### [SOURCE INFORMATION]
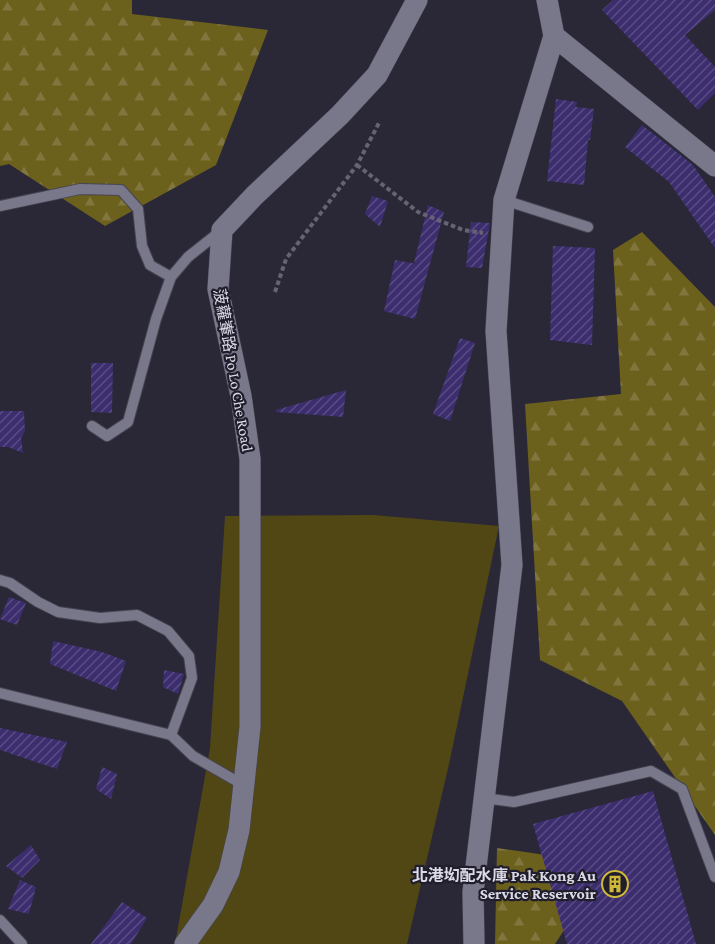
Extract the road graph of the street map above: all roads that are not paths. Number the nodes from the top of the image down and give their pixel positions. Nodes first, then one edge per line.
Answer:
1 (417, 0) edge
2 (547, 0) edge
3 (554, 36) junction
4 (715, 166) edge
5 (504, 200) junction
6 (0, 206) edge
7 (588, 227) dead end
8 (222, 230) junction
9 (171, 277) junction
10 (92, 426) dead end
11 (0, 580) edge
12 (0, 693) edge
13 (171, 735) junction
14 (245, 787) junction
15 (484, 798) junction
16 (715, 877) edge
17 (0, 920) edge
18 (22, 944) edge
19 (185, 944) edge
20 (474, 944) edge

1 - 8 street
2 - 3 street
3 - 4 street
3 - 5 street
5 - 7 lane
5 - 15 street
6 - 9 lane
8 - 9 lane
8 - 14 street, 菠蘿輋路 Po Lo Che Road
9 - 10 lane
11 - 13 lane
12 - 13 lane
13 - 14 lane
14 - 19 street, 菠蘿輋路 Po Lo Che Road
15 - 16 lane
15 - 20 street
17 - 18 lane

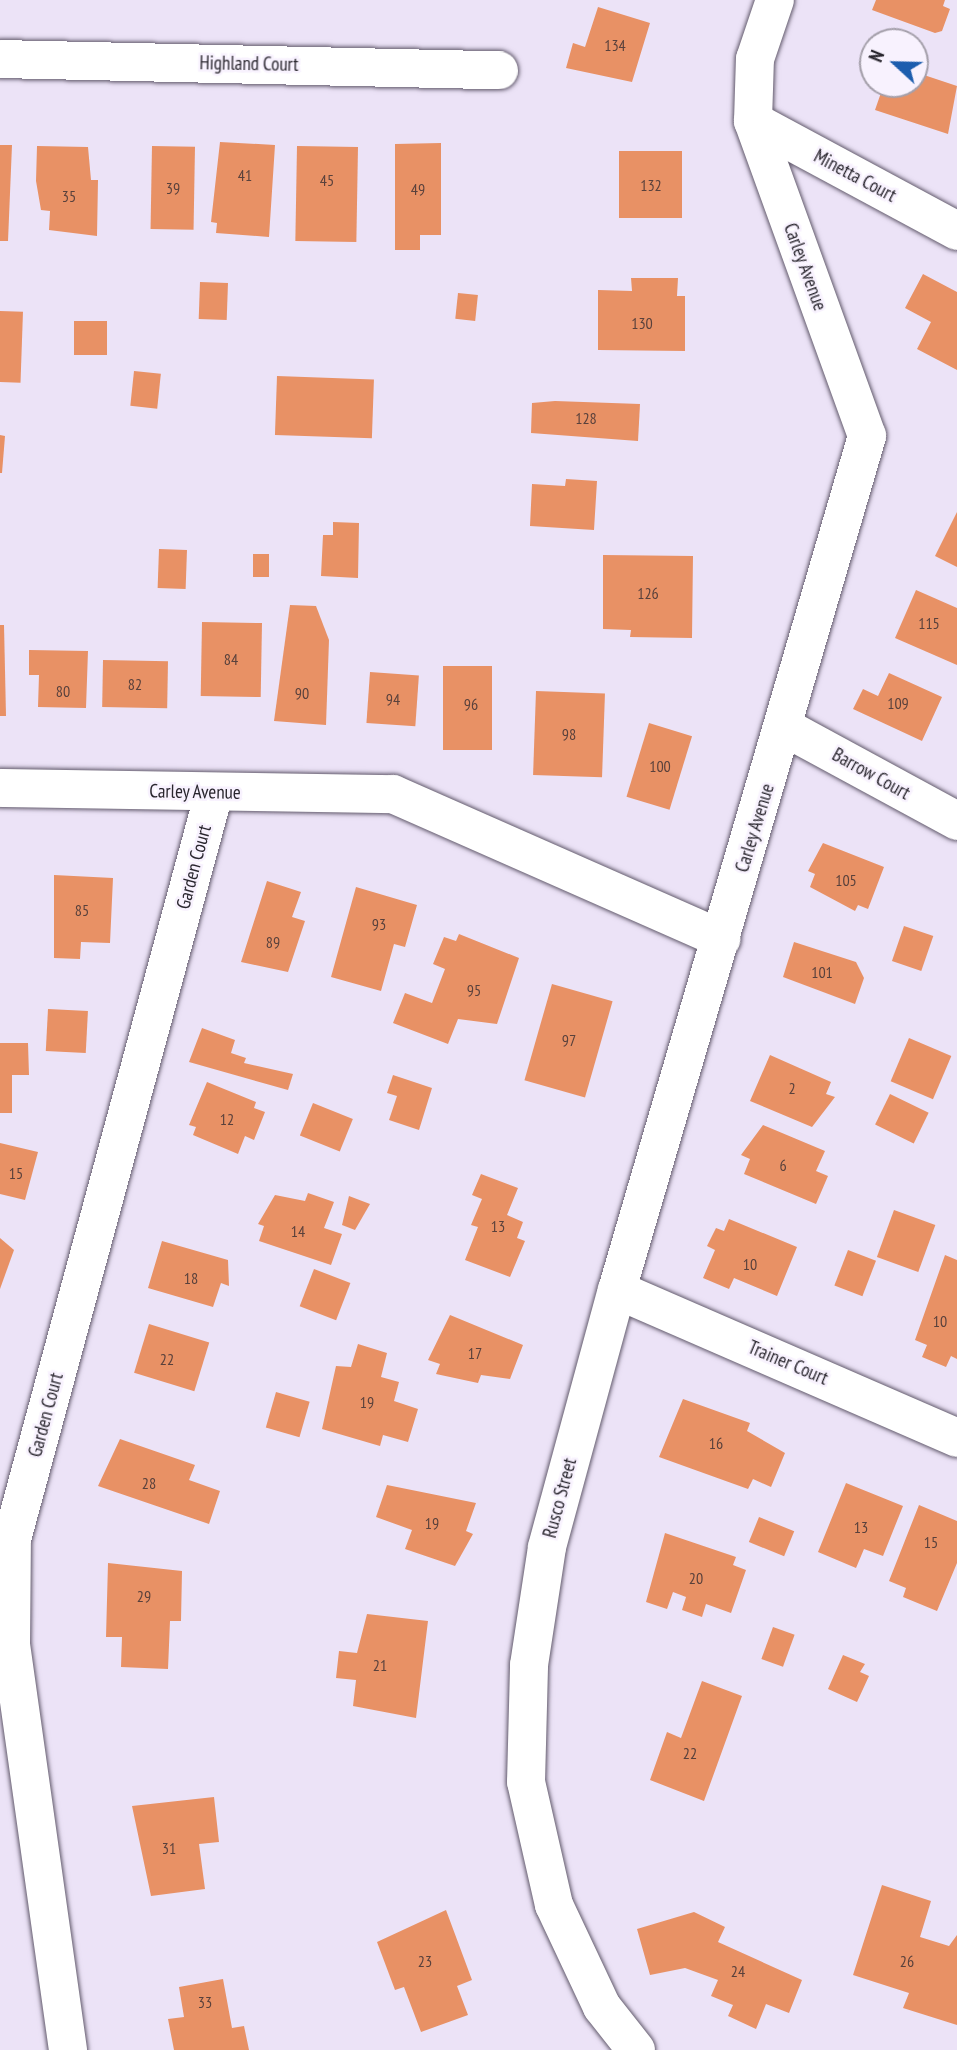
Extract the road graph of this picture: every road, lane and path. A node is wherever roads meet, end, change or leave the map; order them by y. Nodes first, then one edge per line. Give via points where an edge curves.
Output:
1 (775, 0) edge
2 (0, 58) edge
3 (499, 70) dead end
4 (753, 121) junction
5 (957, 231) edge
6 (786, 728) junction
7 (0, 788) edge
8 (214, 793) junction
9 (957, 821) edge
10 (721, 939) junction
11 (617, 1290) junction
12 (957, 1438) edge
13 (68, 2050) edge
14 (636, 2050) edge

1 - 4 street, Carley Avenue via 755,59
2 - 3 street, Highland Court
4 - 5 street, Minetta Court
4 - 6 street, Carley Avenue via 867,436
6 - 9 street, Barrow Court
6 - 10 street, Carley Avenue
7 - 8 street, Carley Avenue
8 - 10 street, Carley Avenue via 393,794
8 - 13 street, Garden Court via 12,1539 11,1646
10 - 11 street, Rusco Street
11 - 12 street, Trainer Court
11 - 14 street, Rusco Street via 547,1547 529,1665 526,1782 554,1905 602,2007

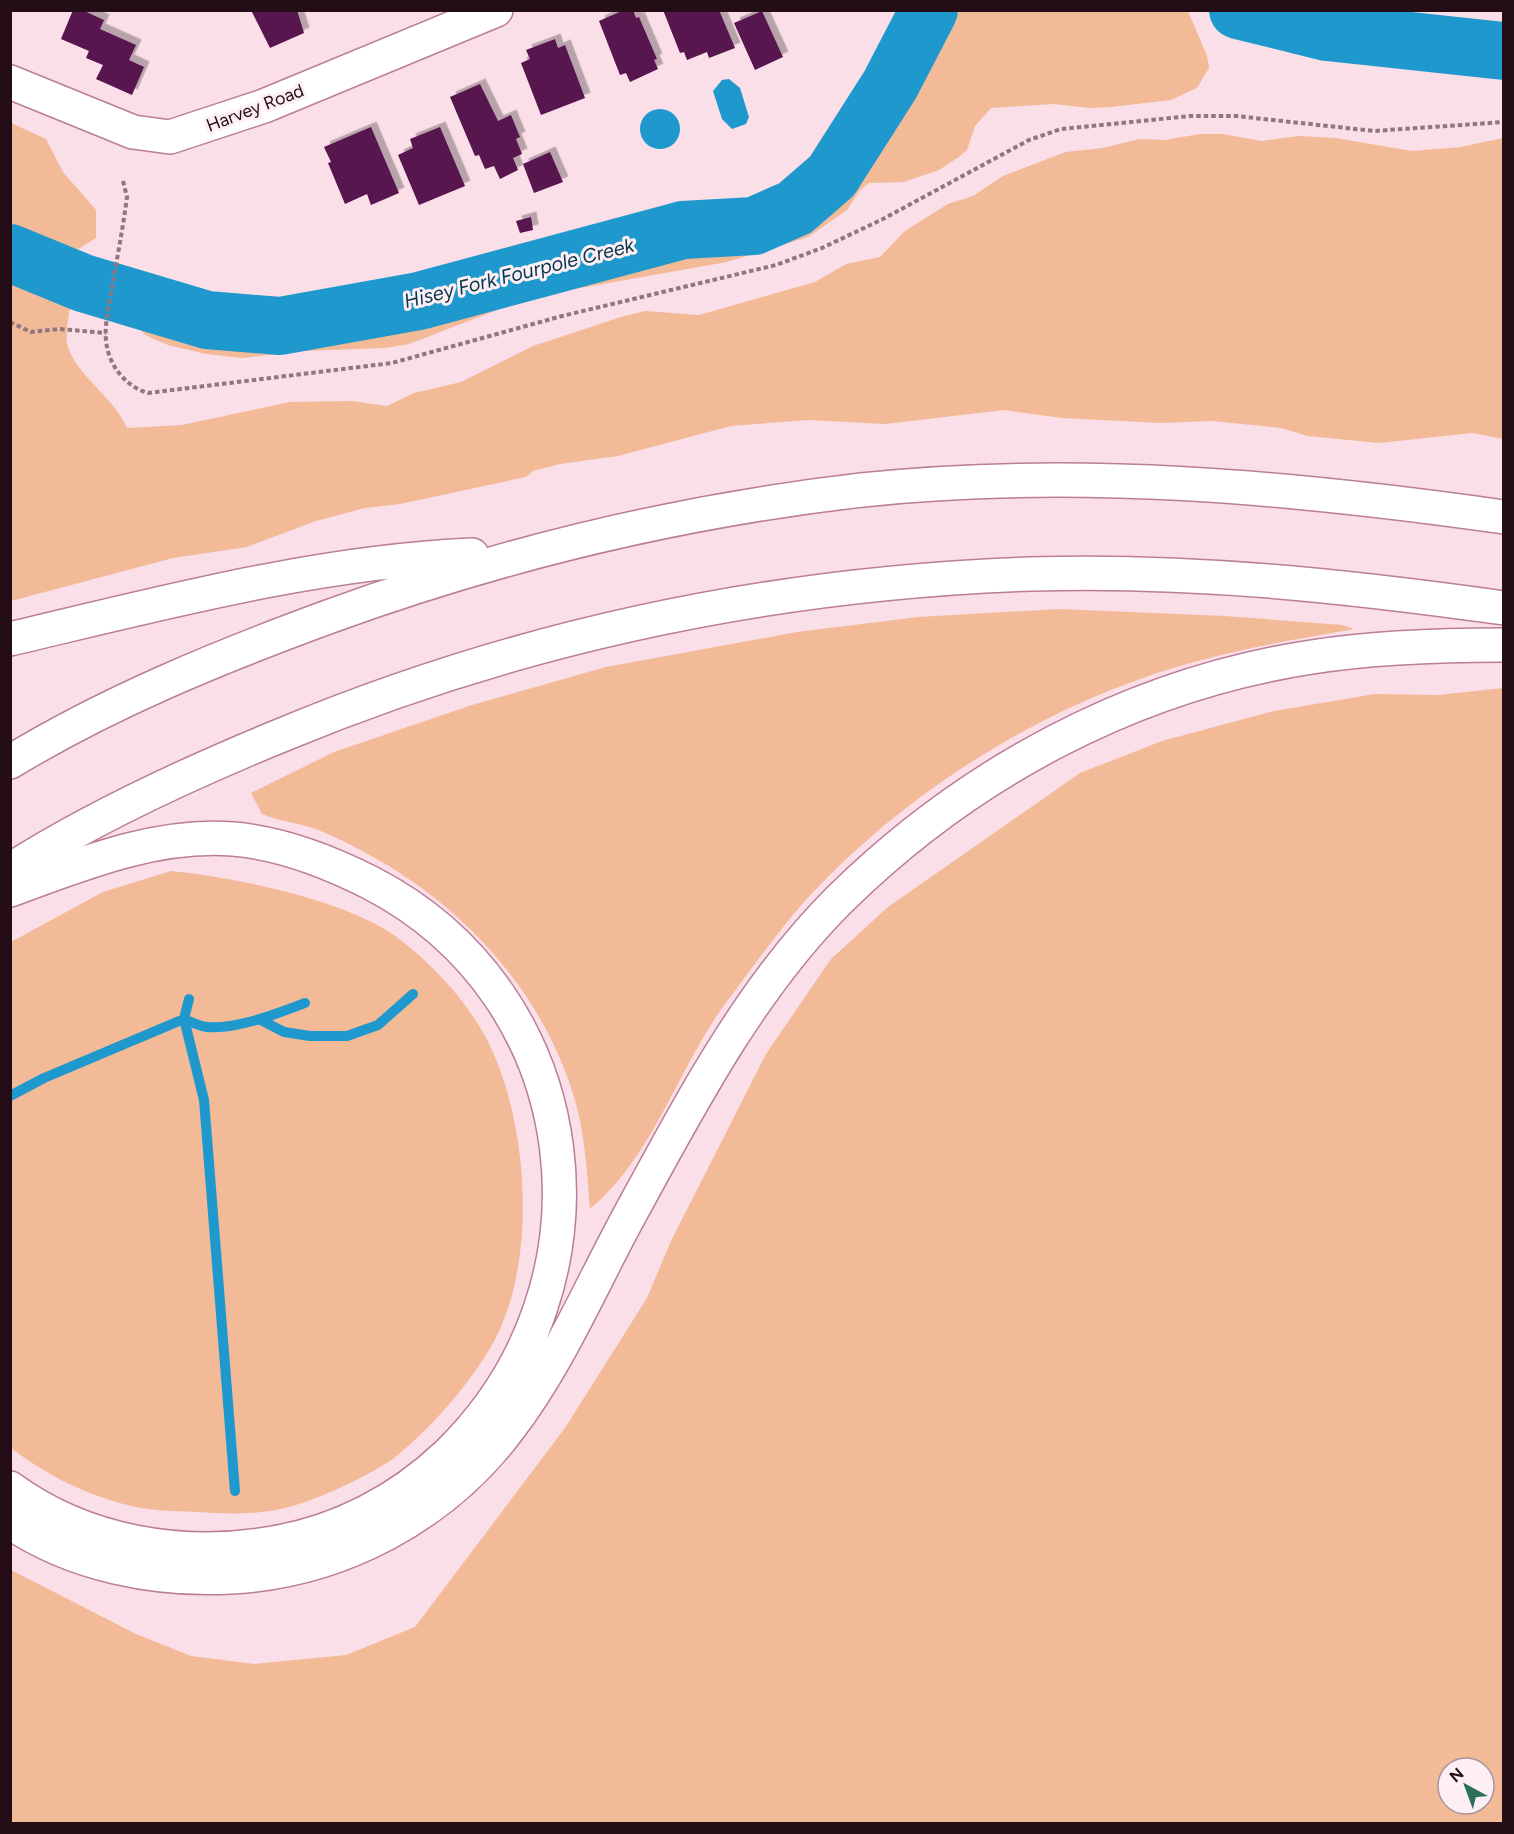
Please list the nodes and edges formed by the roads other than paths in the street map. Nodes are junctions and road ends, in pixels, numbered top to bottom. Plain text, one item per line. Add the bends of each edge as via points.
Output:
1 (496, 10) edge
2 (10, 82) edge
3 (1503, 517) edge
4 (528, 553) junction
5 (1503, 608) edge
6 (10, 639) edge
7 (1503, 645) edge
8 (10, 762) edge
9 (10, 870) edge
10 (10, 890) edge
11 (10, 1488) edge
12 (10, 1522) edge

1 - 2 main road, Harvey Road via 244,114 170,137 134,132
3 - 4 main road via 1342,495 1223,486 1110,481 989,482 865,490 745,505 634,526
4 - 6 main road via 436,556 324,571 192,596
4 - 8 main road via 410,587 249,646 118,705
5 - 9 main road via 1268,582 1152,575 1034,574 912,580 808,591 682,612 500,657 343,710 133,802
7 - 12 main road via 1444,645 1312,657 1196,684 1055,741 939,813 837,902 793,952 744,1019 691,1106 540,1383 509,1428 472,1470 431,1506 390,1533 299,1568 208,1579 156,1575 109,1565 64,1549
10 - 11 main road via 105,856 173,841 232,839 286,849 342,868 389,893 433,923 464,951 503,1000 544,1085 555,1131 560,1199 552,1268 540,1312 521,1355 495,1399 467,1435 431,1470 390,1499 344,1523 297,1539 247,1548 196,1550 110,1536 67,1520

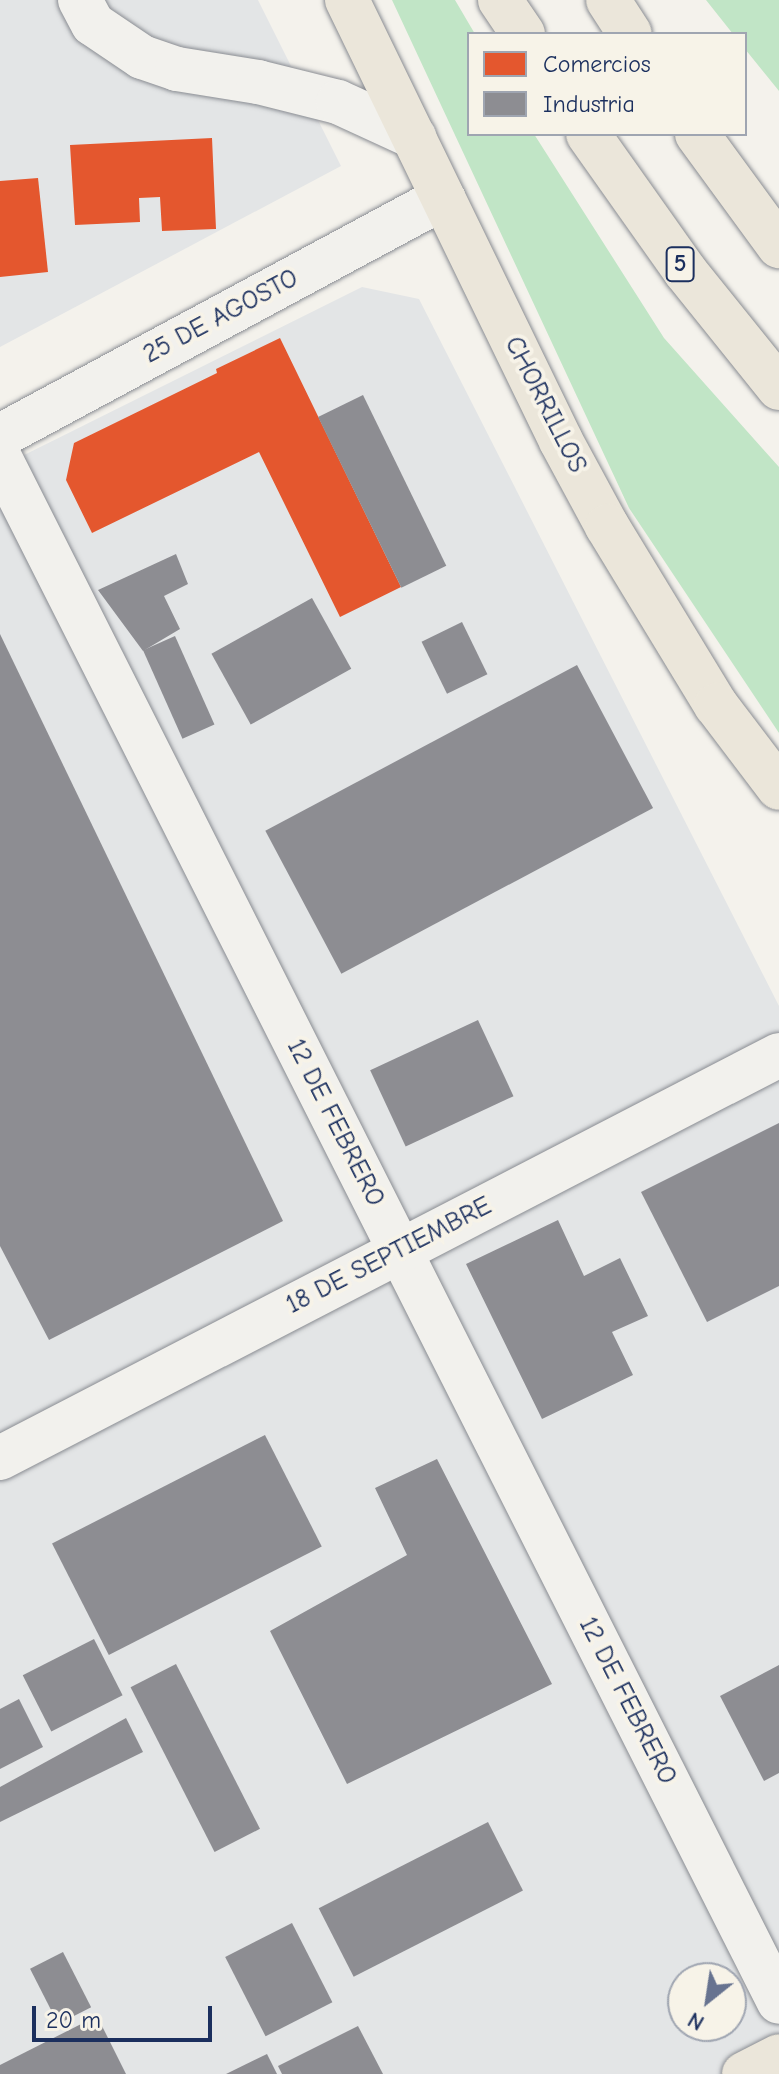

### [WORK ITEM]
All that should be returned is the run of lines from the start of the entries above to the line bearing "Extract the road graph of this", each exact, with pictures omitted.

### [RESULT FOR THIS TASK]
Extract the road graph of the street map above: all roads that are not paths. Number the nodes from the top of the image down and give their pixel positions. Nodes first, then one edge per line.
Answer:
1 (417, 0) edge
2 (547, 0) edge
3 (554, 36) junction
4 (715, 166) edge
5 (504, 200) junction
6 (0, 206) edge
7 (588, 227) dead end
8 (222, 230) junction
9 (171, 277) junction
10 (92, 426) dead end
11 (0, 580) edge
12 (0, 693) edge
13 (171, 735) junction
14 (245, 787) junction
15 (484, 798) junction
16 (715, 877) edge
17 (0, 920) edge
18 (22, 944) edge
19 (185, 944) edge
20 (474, 944) edge

1 - 8 street
2 - 3 street
3 - 4 street
3 - 5 street
5 - 7 lane
5 - 15 street
6 - 9 lane
8 - 9 lane
8 - 14 street, 菠蘿輋路 Po Lo Che Road
9 - 10 lane
11 - 13 lane
12 - 13 lane
13 - 14 lane
14 - 19 street, 菠蘿輋路 Po Lo Che Road
15 - 16 lane
15 - 20 street
17 - 18 lane

Extract the road graph of this picture: every road, lane and path. A node is wherever roads meet, end, change or leave the map; order them by y. Nodes first, then one edge per line. Give via points where an edge curves.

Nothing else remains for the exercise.